Tariffs are an economically inefficient way to get a bigger pie slice for the median earner.

Sure - but they're a politically possible one.

I'm a big fan of UBI - love it, make all my librarian bits very happy! - but I also acknowledge the political reality of it.

I also do see the value in work, people derive significant mental health benefits from meaningful work too, that shouldn't be discounted.

I'm no fan of tariffs, but oh please. Last time their prices went up because of COVID and because of supply chain disruptions. Now they are going up because of tariffs. All of their earnings calls are filled with analyses of their "pricing power" i.e. the degree to which they can pass on these costs to customers. But when the costs decline, they are happy to keep the prices inflated and pocket the profits.
Costly events occurred… so costs went up. Best Buy’s profit margin hovers around 3% and Target’s around 4%, they’re not raking in money.
low net profits margins are simply how retail works, it's not news that retail requires scale. and in fact both target and best buy did see record profits shortly after the pandemic started.
Consumer spending was shattering records during the pandemic.

If consumer spending was dropping as prices were going up, then sure, greed.
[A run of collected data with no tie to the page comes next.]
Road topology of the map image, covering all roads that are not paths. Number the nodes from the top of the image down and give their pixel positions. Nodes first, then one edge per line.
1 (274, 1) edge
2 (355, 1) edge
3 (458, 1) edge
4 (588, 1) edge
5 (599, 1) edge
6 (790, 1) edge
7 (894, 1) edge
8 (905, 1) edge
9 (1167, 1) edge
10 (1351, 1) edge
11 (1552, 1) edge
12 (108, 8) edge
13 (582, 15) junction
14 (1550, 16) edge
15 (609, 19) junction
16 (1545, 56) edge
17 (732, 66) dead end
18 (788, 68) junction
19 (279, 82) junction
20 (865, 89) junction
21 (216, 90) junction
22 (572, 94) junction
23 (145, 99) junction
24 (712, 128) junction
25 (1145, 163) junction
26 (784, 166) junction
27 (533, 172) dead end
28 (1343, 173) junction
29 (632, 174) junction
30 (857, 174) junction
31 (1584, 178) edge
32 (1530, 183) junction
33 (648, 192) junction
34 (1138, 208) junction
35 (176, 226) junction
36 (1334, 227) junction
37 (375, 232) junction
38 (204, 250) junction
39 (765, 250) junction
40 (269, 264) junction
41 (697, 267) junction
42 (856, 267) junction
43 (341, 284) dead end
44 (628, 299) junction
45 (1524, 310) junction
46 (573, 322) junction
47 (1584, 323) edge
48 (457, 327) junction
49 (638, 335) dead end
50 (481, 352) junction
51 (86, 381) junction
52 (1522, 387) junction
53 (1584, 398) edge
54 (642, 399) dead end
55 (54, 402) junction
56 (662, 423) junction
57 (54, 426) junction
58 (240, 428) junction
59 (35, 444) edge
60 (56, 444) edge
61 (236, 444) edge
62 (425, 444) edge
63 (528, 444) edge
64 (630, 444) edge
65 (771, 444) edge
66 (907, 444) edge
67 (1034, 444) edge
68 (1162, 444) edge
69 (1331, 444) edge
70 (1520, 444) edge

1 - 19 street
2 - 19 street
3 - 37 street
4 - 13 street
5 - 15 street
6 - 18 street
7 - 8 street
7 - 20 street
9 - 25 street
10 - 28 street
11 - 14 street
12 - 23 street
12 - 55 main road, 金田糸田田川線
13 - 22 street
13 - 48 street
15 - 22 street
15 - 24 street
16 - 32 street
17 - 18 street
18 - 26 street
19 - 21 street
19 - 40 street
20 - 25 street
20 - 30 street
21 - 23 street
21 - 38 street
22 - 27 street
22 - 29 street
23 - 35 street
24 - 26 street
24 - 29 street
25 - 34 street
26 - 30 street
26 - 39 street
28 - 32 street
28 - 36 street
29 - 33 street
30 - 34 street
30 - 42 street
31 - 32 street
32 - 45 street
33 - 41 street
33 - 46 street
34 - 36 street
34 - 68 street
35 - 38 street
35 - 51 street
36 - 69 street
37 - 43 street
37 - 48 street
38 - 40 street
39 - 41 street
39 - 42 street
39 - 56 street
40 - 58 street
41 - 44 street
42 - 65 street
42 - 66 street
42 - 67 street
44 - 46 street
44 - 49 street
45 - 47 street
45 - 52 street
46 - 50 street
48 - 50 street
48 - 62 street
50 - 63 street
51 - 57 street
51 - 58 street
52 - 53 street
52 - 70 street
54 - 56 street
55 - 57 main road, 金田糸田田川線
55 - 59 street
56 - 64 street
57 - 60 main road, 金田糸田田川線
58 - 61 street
But prices were rising and consumers were relentless. Which is totally logical. Even more logical when the "spending class" was getting massive raises/offers and rock bottom credit.

Yeah, that's the trap many people don't realize. price almost never come down after inflation.

If you want that, you need deflation. And I'm not sure at this point if that's a better move than what's going on now.

I wish humans were better at coordination, or instead of "social media" people got addicted to social bargaining: because this would be the perfect time for a united consumer front, demanding that that big companies take more of a hit from their profit margin than from employee wages or raised prices. Threatening to starve out a company if it doesn't implement these tariff increases in a more reasonable way than the entirety of capitalism history would be the only way to turn around the avalanche it has been
If the citizens of the United States were capable of coordinating to threaten anyone, it should be their government into recinding these new taxes.
> Threatening to starve out a company if it doesn't implement these tariff increases in a more reasonable way than the entirety of capitalism history would be the only way to turn around the avalanche it has been

I mean, depends on the industry, but for instance take Target. Its profit margin is 3-4%, and that was in 2024, which was, really, pretty good times, all things considered. It doesn't have much room to absorb source price increases. Few industries dependent on imports do.

Right, like they are not going to take the opportunity to raise margins. I recall seeing the exact same windshield mounted phone holder for 25 USD at Best Buy and 1 USD at the dollar store. Prices are not only set based on percentual margins, they are also set based on what the consumer is ready to pay for perceived value.
Yep. "Translation: CEOs see opportunity to raise prices and blame it on someone else, figuring consumers don't understand how prices work." And they're mostly right.
The tariffs will raise prices, and more than on imports alone since they will up margins elsewhere else to compensate for the destroyed ones.

Price gouging COVID style is going to happen as well. The White House has screwed us.